Taylor C D, Snelling C F, Nickerson D, Trotter M J
Division of Plastic Surgery, Vancouver General Hospital, Canada.
J Burn Care Rehabil. 1998 Sep-Oct;19(5):382-5. doi: 10.1097/00004630-199809000-00004.
Reports exist in the literature where metastasis or inadvertent operative spread has transferred excised squamous cell carcinoma, keratoacanthoma, and melanoma to skin graft donor sites. This report examines the potential for the reverse to occur. A de novo squamous cell carcinoma developing in a split-thickness skin graft donor site within 5 weeks of harvest for acute burn coverage is presented. As repeated harvesting from this site was performed, the transplantation of carcinoma could have occurred.
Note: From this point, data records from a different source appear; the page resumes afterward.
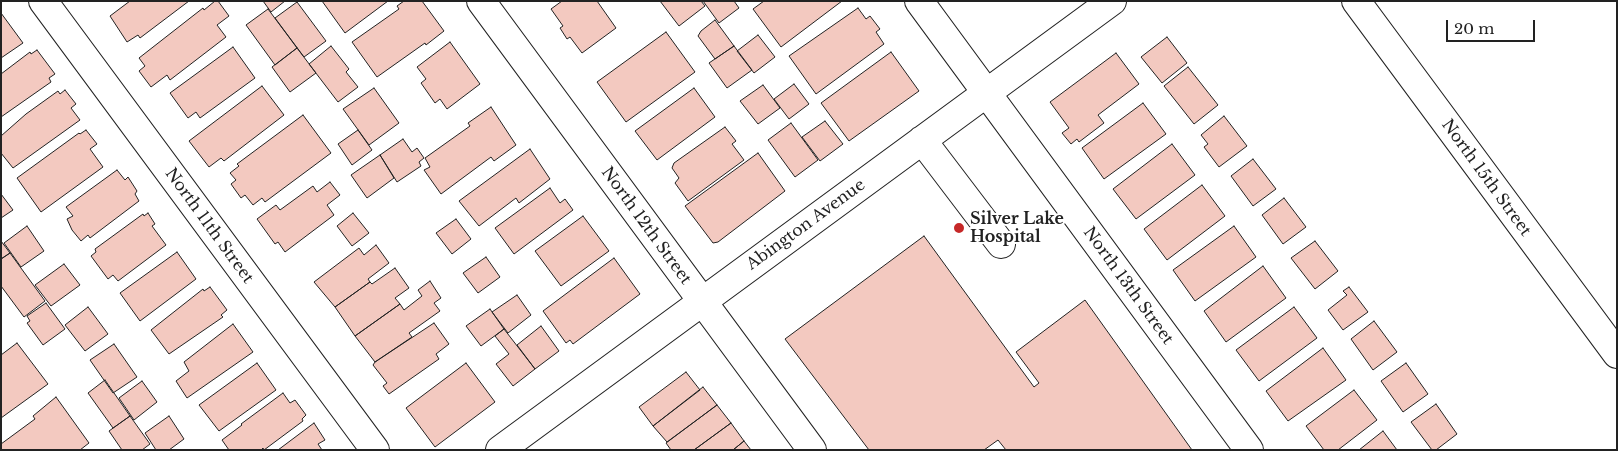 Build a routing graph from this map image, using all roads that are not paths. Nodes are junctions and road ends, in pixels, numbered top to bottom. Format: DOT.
graph roads {
  1 [pos="43,1"];
  2 [pos="481,1"];
  3 [pos="919,1"];
  4 [pos="1112,1"];
  5 [pos="1356,1"];
  6 [pos="986,93"];
  7 [pos="922,140"];
  8 [pos="1001,244"];
  9 [pos="702,301"];
  10 [pos="1617,354"];
  11 [pos="375,450"];
  12 [pos="500,450"];
  13 [pos="812,450"];
  14 [pos="1249,450"];
  1 -- 11 [label="street, North 11th Street"];
  2 -- 9 [label="street, North 12th Street"];
  3 -- 6 [label="street, North 13th Street"];
  4 -- 6 [label="street, Abington Avenue"];
  5 -- 10 [label="street, North 15th Street"];
  6 -- 7 [label="street, Abington Avenue"];
  6 -- 14 [label="street, North 13th Street"];
  7 -- 8 [label="street"];
  7 -- 9 [label="street, Abington Avenue"];
  9 -- 12 [label="street, Abington Avenue"];
  9 -- 13 [label="street, North 12th Street"];
}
The etiology of this squamous cell carcinoma, the risk of transplantation, and the 18-month follow-up are presented.
文献中有关于转移或意外手术播散将切除的鳞状细胞癌、角化棘皮瘤和黑色素瘤转移至皮肤移植供区的报道。本报告探讨了相反情况发生的可能性。本文报告了一例在取皮用于急性烧伤创面覆盖后5周内,在中厚皮片供区出现的新发鳞状细胞癌。由于对该供区进行了反复取皮,可能发生了癌的移植。本文介绍了该鳞状细胞癌的病因、移植风险及18个月的随访情况。